The energy of formation is the heat released or absorbed
(enthalpy change) during the formation of a molecule from its elements, at constant pressure. An alternative name is therefore
'heat of formation'. The elements are assumed to be in their standard states (the most stable form at
25 degrees Celsius and 1 atm, e.g. the O2 molecule for oxygen).
By calculating the energy of formation, you can compare different conformations of one molecule,
as well as different molecules built from the same atoms to to find the most likely one,
i.e. the one with the lowest energy of formation.

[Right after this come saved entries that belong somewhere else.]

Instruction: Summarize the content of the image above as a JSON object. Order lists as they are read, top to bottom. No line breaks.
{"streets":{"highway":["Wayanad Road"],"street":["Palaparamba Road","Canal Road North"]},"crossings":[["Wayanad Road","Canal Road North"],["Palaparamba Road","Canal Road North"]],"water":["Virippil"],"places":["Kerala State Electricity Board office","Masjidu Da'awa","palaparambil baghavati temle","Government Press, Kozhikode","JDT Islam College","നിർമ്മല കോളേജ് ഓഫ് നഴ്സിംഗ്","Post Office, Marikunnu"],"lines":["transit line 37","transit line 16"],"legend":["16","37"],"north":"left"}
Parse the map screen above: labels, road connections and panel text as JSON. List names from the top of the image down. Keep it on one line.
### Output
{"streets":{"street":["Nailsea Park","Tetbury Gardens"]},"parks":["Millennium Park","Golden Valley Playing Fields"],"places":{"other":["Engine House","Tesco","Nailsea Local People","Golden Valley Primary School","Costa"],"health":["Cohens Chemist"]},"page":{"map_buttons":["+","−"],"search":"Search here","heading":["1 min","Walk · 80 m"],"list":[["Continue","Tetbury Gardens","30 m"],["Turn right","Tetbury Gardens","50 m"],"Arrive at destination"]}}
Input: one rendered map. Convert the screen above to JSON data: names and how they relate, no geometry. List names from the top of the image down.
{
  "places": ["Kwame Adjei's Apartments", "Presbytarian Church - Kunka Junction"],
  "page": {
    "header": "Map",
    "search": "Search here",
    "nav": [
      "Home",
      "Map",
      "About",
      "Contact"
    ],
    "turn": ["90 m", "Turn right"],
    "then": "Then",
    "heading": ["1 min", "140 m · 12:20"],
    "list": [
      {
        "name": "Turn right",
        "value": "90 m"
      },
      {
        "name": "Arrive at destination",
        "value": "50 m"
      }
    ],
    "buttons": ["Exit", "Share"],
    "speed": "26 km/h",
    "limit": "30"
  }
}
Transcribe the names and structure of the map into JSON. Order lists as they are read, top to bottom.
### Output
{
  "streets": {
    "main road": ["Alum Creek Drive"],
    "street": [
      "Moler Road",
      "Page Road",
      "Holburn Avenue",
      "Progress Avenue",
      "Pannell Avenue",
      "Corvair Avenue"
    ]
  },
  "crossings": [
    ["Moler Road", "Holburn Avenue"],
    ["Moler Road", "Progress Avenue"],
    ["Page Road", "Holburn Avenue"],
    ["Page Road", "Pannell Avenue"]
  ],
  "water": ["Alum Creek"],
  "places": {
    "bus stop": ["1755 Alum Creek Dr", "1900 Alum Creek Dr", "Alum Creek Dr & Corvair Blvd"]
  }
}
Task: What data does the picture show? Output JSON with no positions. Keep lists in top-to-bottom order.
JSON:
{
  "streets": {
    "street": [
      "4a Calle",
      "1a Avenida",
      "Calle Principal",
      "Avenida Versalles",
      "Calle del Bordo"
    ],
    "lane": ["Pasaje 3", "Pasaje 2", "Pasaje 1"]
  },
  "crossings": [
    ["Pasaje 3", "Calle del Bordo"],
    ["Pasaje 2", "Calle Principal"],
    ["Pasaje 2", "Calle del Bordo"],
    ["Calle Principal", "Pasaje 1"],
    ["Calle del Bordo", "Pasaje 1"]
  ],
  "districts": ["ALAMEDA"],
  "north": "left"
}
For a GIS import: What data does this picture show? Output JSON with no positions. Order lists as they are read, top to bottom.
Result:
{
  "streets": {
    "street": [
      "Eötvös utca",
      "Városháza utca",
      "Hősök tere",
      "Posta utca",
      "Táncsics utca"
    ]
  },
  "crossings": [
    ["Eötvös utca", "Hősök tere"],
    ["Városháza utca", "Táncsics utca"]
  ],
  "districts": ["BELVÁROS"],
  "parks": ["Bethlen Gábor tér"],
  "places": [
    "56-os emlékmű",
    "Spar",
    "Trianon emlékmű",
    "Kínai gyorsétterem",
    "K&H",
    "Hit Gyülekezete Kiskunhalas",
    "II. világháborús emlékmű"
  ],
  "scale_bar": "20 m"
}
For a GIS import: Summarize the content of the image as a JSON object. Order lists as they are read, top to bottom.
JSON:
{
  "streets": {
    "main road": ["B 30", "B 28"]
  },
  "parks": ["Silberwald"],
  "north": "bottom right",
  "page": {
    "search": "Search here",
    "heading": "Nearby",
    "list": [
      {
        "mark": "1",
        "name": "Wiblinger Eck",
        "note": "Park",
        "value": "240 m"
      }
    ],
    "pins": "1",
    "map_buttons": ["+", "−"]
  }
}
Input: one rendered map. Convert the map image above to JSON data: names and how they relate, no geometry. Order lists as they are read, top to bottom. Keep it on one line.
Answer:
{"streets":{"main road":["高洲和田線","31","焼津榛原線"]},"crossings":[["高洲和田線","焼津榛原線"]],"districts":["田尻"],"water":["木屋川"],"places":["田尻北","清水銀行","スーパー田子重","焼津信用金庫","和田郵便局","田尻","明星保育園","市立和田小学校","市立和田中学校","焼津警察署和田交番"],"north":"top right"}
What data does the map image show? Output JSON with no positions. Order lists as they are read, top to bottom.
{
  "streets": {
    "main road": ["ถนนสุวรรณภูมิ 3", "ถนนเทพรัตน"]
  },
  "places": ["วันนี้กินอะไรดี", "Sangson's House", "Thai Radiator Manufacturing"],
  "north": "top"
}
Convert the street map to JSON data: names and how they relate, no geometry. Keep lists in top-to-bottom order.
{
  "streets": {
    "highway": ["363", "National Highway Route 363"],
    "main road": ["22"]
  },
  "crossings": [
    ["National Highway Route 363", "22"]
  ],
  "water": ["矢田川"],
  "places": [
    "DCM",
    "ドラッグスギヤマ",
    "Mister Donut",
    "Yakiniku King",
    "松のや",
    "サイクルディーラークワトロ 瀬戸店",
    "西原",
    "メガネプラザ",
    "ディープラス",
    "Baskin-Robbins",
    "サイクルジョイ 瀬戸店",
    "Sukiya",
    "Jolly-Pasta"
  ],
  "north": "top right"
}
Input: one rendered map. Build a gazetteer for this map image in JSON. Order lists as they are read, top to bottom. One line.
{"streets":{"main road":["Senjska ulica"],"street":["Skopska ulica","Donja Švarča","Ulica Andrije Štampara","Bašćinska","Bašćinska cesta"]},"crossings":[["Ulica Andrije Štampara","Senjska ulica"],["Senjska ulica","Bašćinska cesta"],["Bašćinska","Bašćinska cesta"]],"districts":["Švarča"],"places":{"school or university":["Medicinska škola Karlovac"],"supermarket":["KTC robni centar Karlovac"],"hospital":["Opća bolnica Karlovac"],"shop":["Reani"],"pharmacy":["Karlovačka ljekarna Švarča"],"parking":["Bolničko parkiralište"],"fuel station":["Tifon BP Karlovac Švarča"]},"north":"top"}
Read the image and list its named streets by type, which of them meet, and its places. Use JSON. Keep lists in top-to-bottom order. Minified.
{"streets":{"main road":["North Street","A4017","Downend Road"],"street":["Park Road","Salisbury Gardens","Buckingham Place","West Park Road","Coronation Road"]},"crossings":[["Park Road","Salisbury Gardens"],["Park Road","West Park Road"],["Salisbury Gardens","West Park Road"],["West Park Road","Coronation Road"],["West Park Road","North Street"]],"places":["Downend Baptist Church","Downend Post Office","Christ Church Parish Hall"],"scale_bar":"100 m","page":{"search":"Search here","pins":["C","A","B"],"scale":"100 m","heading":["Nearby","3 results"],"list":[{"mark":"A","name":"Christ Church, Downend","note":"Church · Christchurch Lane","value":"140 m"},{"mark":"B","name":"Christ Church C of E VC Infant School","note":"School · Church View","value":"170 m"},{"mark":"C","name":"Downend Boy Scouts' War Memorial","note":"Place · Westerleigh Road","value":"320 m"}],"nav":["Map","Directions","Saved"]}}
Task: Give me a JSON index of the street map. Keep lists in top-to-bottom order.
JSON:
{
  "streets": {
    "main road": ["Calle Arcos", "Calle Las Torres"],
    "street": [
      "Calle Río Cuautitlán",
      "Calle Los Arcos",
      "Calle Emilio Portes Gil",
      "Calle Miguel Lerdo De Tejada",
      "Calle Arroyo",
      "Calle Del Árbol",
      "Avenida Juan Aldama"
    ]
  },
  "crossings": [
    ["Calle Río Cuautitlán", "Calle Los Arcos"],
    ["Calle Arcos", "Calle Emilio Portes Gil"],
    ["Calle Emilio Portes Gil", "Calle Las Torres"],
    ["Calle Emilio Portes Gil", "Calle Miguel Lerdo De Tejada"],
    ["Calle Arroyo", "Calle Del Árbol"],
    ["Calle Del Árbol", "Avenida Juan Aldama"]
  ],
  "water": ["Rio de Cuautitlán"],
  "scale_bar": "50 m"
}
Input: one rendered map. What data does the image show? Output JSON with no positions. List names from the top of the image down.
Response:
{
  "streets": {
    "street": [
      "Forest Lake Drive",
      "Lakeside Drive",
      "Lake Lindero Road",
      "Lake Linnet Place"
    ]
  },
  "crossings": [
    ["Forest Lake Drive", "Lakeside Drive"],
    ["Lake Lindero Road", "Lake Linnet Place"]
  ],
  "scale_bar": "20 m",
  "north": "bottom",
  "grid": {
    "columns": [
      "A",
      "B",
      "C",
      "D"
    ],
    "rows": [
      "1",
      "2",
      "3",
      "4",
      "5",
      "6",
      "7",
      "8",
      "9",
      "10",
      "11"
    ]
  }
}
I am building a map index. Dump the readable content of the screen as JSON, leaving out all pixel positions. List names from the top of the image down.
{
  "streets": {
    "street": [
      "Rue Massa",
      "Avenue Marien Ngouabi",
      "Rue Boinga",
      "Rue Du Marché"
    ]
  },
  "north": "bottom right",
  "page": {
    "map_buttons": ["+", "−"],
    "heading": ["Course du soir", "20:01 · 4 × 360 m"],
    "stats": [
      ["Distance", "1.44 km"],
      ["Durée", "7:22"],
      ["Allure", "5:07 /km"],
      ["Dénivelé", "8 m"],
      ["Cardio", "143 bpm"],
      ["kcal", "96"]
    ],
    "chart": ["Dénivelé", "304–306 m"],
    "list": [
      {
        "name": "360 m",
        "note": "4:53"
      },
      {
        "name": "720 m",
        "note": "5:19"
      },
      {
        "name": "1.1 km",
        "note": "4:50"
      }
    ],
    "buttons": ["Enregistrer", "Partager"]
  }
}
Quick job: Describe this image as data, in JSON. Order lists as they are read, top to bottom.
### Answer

If YASARA is set to work in vacuo
(i.e. the pH model has been deactivated), the formation energy is also calculated in vacuo,
otherwise the COSMO implicit solvent model (Klamt A (1995) J. Phys. Chem. 99, 2224) is applied. To illustrate the difference,
the table below shows the heat of formation calculated for the amino acid glycine,
first as a zwitterion (with NH3+ and COO- groups) and then as a non-ionic tautomer
(NH2 and COOH groups):
| Energy (kcal/mol) | NH3-CH2-COO | NH2-CH2-COOH |
| in vacuo | -59.2 | -101.5 |
| in solution | -123.9 | -119.0 |
It is obvious that in vacuo the non-ionic tautomer is more stable,
while the zwitterion sharply wins in solution.
Being a quantum chemistry method,
the number of selected atoms per object is limited, as memory requirements grow quadratically.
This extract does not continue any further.